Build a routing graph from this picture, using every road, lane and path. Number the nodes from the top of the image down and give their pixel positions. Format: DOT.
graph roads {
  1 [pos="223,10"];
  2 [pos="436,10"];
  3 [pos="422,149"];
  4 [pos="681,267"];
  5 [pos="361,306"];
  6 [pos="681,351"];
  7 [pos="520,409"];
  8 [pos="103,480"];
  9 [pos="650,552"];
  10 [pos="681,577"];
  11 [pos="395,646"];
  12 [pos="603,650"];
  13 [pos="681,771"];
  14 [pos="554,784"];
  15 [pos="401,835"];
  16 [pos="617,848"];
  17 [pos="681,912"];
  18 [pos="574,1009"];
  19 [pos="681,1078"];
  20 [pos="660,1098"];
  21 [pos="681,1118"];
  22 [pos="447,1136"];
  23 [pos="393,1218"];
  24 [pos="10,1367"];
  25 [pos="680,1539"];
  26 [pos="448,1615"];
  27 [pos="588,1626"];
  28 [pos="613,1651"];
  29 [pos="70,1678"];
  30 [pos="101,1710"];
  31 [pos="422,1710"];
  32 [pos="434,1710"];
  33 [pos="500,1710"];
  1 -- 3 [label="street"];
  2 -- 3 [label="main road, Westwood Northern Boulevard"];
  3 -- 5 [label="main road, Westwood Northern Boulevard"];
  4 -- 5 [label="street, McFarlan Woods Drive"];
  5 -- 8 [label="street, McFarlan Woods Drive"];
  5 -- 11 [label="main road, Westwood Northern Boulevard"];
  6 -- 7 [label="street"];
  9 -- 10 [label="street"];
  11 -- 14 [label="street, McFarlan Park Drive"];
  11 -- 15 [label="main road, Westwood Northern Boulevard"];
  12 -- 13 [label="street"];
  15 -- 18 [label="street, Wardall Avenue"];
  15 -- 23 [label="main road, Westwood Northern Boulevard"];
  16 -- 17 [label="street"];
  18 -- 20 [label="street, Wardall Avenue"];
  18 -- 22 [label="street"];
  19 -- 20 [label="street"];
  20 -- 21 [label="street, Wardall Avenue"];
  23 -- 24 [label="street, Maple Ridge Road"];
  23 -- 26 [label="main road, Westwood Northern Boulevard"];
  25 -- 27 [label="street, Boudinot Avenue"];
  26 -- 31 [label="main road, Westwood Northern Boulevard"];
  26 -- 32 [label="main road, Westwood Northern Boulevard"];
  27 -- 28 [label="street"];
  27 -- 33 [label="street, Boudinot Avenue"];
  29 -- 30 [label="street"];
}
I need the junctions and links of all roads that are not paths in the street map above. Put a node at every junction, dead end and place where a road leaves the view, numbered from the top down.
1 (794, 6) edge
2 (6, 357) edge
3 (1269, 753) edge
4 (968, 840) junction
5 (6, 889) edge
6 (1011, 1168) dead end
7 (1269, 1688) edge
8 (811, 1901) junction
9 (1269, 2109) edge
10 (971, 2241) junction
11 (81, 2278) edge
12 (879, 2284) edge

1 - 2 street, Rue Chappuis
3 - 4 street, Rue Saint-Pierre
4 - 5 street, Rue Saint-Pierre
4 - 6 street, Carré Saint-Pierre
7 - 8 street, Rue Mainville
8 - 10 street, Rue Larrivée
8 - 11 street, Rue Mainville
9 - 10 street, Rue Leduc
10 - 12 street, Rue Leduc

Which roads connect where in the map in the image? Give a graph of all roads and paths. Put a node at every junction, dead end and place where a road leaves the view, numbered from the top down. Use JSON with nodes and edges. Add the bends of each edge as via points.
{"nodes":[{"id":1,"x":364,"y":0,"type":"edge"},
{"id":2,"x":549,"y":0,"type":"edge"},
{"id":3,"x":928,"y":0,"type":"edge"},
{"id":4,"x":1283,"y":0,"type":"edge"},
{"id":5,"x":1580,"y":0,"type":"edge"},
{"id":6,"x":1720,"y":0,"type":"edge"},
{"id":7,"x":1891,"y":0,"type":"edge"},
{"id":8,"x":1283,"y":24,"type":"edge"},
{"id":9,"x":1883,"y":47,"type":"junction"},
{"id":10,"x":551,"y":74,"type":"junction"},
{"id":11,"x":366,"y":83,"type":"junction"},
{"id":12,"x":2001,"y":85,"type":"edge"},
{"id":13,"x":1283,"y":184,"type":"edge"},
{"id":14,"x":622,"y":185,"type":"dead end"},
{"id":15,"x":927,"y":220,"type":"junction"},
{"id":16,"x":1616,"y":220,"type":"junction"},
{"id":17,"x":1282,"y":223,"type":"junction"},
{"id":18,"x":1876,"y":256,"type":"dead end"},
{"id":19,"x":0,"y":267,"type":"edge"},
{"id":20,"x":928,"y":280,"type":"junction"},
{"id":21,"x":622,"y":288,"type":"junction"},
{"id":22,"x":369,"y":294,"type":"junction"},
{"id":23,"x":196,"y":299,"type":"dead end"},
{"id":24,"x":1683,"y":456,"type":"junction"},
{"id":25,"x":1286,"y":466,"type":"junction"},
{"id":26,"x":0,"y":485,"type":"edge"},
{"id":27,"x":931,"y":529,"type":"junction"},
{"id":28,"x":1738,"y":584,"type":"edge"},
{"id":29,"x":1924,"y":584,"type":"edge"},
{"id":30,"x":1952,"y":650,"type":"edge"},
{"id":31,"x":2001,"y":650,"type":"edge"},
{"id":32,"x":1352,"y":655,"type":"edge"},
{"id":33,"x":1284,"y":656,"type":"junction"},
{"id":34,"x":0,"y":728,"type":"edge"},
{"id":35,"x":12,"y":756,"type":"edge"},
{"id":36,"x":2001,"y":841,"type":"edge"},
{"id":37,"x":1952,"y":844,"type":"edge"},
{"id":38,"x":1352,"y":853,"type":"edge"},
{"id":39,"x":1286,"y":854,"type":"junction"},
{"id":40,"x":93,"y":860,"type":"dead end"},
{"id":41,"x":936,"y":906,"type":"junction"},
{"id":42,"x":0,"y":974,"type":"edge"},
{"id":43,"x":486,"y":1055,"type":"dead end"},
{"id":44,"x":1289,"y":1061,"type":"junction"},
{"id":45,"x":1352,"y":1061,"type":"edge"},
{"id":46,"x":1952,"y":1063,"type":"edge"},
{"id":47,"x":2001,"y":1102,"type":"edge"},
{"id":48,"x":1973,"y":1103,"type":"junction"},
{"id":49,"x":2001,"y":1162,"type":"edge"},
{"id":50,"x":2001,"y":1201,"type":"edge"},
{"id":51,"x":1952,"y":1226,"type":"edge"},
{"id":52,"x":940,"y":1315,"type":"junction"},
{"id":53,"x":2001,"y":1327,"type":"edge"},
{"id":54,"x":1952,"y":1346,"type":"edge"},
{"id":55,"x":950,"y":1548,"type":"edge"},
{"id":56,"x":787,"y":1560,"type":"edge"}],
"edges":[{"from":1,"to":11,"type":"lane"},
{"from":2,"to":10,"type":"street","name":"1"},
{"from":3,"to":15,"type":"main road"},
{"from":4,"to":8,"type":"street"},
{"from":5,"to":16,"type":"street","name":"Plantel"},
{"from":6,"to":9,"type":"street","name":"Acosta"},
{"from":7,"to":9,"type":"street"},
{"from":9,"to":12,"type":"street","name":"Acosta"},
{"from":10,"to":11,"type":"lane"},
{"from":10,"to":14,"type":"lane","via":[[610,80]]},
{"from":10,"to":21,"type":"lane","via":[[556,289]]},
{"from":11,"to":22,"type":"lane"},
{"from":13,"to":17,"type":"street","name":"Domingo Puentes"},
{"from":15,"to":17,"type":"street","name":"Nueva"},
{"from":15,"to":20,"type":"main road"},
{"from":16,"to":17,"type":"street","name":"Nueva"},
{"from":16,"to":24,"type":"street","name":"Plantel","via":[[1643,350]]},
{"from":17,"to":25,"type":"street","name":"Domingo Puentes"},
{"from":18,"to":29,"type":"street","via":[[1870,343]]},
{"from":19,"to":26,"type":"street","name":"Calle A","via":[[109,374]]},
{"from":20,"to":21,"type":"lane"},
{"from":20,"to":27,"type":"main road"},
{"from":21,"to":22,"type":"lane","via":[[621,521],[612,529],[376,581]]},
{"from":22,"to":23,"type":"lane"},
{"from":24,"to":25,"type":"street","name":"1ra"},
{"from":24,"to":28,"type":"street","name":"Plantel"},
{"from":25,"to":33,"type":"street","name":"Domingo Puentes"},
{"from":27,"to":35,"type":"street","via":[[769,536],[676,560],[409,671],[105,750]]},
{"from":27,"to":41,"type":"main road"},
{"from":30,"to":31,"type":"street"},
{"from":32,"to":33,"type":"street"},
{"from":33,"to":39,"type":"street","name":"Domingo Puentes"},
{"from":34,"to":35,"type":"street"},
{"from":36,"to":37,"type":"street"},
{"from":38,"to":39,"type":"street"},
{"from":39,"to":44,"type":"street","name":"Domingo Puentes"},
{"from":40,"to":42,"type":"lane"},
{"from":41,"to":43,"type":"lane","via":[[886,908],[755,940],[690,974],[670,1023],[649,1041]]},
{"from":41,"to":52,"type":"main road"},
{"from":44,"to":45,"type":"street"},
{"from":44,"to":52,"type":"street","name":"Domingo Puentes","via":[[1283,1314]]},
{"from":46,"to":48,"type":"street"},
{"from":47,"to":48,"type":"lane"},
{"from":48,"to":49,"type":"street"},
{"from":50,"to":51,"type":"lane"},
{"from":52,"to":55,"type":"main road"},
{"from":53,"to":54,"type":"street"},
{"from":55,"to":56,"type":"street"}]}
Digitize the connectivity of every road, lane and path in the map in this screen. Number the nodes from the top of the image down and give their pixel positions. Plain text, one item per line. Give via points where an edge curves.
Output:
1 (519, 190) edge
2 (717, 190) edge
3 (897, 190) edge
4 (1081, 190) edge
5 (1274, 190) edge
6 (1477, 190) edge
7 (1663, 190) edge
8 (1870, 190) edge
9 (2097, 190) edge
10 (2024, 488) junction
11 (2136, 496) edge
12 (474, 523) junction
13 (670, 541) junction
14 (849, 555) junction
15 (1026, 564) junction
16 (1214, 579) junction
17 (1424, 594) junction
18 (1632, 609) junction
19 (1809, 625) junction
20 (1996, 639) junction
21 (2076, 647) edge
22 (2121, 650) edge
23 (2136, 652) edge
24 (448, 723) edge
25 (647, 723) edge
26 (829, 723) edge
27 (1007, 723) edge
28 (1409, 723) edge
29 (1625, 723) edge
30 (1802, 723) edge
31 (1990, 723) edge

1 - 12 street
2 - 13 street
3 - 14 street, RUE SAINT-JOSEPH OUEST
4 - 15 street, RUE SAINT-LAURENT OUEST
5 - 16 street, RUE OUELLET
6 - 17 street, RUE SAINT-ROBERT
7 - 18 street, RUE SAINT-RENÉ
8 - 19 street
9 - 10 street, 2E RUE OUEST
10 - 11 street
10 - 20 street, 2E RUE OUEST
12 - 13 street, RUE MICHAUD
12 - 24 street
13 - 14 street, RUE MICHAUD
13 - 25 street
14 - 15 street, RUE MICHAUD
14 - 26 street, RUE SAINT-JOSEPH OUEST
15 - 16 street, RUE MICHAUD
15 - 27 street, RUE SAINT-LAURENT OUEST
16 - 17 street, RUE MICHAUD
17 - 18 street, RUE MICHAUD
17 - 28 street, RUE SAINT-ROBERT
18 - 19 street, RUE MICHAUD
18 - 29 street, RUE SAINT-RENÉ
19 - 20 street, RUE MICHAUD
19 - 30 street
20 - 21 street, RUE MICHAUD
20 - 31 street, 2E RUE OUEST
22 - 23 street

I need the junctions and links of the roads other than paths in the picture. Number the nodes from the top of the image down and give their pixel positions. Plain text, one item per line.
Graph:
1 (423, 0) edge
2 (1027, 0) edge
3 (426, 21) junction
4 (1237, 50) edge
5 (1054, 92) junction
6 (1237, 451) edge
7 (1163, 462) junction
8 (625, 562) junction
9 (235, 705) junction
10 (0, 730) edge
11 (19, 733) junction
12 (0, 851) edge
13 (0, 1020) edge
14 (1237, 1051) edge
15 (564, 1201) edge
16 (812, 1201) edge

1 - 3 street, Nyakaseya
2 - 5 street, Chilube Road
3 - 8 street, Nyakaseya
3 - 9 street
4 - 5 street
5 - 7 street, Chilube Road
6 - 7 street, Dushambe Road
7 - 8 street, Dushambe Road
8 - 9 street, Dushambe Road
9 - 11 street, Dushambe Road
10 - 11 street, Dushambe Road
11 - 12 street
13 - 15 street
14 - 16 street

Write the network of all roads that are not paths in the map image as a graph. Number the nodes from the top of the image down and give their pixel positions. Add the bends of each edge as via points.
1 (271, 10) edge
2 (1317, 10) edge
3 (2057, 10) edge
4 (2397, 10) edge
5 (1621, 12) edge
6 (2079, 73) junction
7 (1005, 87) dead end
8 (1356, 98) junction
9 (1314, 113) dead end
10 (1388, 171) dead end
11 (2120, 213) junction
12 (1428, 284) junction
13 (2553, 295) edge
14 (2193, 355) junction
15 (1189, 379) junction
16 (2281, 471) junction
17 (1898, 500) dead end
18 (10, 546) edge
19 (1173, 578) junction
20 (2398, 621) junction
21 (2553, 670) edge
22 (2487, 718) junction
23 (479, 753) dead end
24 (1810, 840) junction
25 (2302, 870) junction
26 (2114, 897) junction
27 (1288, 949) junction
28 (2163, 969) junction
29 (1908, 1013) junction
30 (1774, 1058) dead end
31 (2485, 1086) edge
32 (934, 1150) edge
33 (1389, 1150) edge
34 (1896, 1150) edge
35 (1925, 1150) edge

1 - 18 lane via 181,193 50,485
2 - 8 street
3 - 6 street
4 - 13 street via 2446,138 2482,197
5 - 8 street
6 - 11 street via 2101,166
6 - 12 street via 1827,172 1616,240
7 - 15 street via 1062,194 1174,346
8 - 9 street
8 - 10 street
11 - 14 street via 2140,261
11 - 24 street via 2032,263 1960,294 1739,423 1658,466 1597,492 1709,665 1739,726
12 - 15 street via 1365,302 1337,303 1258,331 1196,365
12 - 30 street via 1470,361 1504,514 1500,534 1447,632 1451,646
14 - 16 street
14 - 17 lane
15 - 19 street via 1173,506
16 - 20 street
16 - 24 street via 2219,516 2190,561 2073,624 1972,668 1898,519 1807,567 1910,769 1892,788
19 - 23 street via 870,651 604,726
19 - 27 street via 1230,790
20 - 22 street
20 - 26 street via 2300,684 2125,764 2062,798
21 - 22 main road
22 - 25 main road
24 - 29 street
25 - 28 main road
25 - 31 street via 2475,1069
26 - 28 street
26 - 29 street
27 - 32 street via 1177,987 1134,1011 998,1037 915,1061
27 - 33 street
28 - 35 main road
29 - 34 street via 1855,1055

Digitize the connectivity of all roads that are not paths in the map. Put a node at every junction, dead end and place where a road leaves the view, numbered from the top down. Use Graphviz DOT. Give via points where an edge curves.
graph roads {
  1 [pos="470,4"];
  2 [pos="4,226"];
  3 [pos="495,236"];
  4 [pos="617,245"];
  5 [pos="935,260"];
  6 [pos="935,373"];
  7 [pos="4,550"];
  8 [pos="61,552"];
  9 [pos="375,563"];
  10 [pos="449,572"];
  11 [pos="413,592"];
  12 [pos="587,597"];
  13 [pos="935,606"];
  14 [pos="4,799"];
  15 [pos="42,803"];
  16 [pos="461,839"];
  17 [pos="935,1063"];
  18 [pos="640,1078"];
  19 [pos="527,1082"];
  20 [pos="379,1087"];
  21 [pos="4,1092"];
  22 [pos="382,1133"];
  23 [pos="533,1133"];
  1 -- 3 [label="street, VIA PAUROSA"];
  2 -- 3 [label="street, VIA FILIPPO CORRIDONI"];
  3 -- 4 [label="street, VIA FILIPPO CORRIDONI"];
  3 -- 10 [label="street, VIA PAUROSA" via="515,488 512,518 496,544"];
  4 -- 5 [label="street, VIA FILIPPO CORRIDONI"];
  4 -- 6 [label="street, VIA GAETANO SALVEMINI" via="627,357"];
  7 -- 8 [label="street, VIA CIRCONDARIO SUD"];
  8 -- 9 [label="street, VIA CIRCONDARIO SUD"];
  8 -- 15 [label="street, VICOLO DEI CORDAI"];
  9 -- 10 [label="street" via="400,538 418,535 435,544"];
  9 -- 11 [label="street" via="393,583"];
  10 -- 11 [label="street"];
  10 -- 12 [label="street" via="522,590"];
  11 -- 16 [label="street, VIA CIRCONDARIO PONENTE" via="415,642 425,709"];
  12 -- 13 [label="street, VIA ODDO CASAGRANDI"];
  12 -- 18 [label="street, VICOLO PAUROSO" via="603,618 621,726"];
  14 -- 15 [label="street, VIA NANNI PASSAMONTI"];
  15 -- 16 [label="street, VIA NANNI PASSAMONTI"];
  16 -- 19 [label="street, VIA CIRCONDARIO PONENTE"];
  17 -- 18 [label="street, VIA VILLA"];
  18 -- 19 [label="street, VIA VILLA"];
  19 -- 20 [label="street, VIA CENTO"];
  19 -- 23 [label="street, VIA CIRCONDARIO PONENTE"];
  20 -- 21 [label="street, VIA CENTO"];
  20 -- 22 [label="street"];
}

* **AIM OF THE EXERCISE**
Lines of the listing above that include the string "Plain" should each be copied.

* **FINAL ANSWER**
Digitize the connectivity of every road, lane and path in the map in this screen. Number the nodes from the top of the image down and give their pixel positions. Plain text, one item per line. Give via points where an edge curves.
I need the junctions and links of the roads other than paths in the picture. Number the nodes from the top of the image down and give their pixel positions. Plain text, one item per line.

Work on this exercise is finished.